→ Records shown:
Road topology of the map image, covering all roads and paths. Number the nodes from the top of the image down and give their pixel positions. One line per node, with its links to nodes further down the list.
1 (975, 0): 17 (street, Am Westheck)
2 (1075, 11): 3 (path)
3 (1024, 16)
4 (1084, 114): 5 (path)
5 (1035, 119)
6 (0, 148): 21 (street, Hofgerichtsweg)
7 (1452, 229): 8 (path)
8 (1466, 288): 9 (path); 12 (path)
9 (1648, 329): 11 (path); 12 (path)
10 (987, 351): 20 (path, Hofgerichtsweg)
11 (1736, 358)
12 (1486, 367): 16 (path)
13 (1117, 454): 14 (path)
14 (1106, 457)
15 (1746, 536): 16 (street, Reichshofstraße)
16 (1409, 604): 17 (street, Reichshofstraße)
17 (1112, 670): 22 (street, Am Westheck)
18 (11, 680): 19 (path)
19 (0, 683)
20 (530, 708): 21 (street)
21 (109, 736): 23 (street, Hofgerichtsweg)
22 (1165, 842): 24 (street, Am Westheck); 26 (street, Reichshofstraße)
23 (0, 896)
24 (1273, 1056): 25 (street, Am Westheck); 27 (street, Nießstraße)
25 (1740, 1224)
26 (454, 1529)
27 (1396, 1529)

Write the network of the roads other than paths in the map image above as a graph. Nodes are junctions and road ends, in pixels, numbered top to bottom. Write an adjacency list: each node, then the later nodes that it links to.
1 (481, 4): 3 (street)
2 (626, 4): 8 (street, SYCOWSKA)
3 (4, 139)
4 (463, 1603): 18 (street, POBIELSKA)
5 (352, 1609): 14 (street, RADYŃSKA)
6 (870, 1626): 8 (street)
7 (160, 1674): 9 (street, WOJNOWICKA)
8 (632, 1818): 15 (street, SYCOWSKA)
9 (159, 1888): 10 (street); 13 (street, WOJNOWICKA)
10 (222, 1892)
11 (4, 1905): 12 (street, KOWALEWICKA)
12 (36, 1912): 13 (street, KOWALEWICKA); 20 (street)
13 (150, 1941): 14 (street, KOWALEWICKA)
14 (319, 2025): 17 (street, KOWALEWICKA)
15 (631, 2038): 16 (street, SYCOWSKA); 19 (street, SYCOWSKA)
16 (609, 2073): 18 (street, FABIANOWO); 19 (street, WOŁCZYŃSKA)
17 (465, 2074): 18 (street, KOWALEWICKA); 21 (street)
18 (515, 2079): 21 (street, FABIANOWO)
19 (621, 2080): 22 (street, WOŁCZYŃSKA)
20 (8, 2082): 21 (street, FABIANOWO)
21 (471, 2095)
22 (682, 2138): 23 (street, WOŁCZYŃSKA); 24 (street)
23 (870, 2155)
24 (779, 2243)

→ What you should do:
Repeat all the entries exactly as given.

→ Response box:
Road topology of the map image, covering all roads and paths. Number the nodes from the top of the image down and give their pixel positions. One line per node, with its links to nodes further down the list.
1 (975, 0): 17 (street, Am Westheck)
2 (1075, 11): 3 (path)
3 (1024, 16)
4 (1084, 114): 5 (path)
5 (1035, 119)
6 (0, 148): 21 (street, Hofgerichtsweg)
7 (1452, 229): 8 (path)
8 (1466, 288): 9 (path); 12 (path)
9 (1648, 329): 11 (path); 12 (path)
10 (987, 351): 20 (path, Hofgerichtsweg)
11 (1736, 358)
12 (1486, 367): 16 (path)
13 (1117, 454): 14 (path)
14 (1106, 457)
15 (1746, 536): 16 (street, Reichshofstraße)
16 (1409, 604): 17 (street, Reichshofstraße)
17 (1112, 670): 22 (street, Am Westheck)
18 (11, 680): 19 (path)
19 (0, 683)
20 (530, 708): 21 (street)
21 (109, 736): 23 (street, Hofgerichtsweg)
22 (1165, 842): 24 (street, Am Westheck); 26 (street, Reichshofstraße)
23 (0, 896)
24 (1273, 1056): 25 (street, Am Westheck); 27 (street, Nießstraße)
25 (1740, 1224)
26 (454, 1529)
27 (1396, 1529)

Write the network of the roads other than paths in the map image above as a graph. Nodes are junctions and road ends, in pixels, numbered top to bottom. Write an adjacency list: each node, then the later nodes that it links to.
1 (481, 4): 3 (street)
2 (626, 4): 8 (street, SYCOWSKA)
3 (4, 139)
4 (463, 1603): 18 (street, POBIELSKA)
5 (352, 1609): 14 (street, RADYŃSKA)
6 (870, 1626): 8 (street)
7 (160, 1674): 9 (street, WOJNOWICKA)
8 (632, 1818): 15 (street, SYCOWSKA)
9 (159, 1888): 10 (street); 13 (street, WOJNOWICKA)
10 (222, 1892)
11 (4, 1905): 12 (street, KOWALEWICKA)
12 (36, 1912): 13 (street, KOWALEWICKA); 20 (street)
13 (150, 1941): 14 (street, KOWALEWICKA)
14 (319, 2025): 17 (street, KOWALEWICKA)
15 (631, 2038): 16 (street, SYCOWSKA); 19 (street, SYCOWSKA)
16 (609, 2073): 18 (street, FABIANOWO); 19 (street, WOŁCZYŃSKA)
17 (465, 2074): 18 (street, KOWALEWICKA); 21 (street)
18 (515, 2079): 21 (street, FABIANOWO)
19 (621, 2080): 22 (street, WOŁCZYŃSKA)
20 (8, 2082): 21 (street, FABIANOWO)
21 (471, 2095)
22 (682, 2138): 23 (street, WOŁCZYŃSKA); 24 (street)
23 (870, 2155)
24 (779, 2243)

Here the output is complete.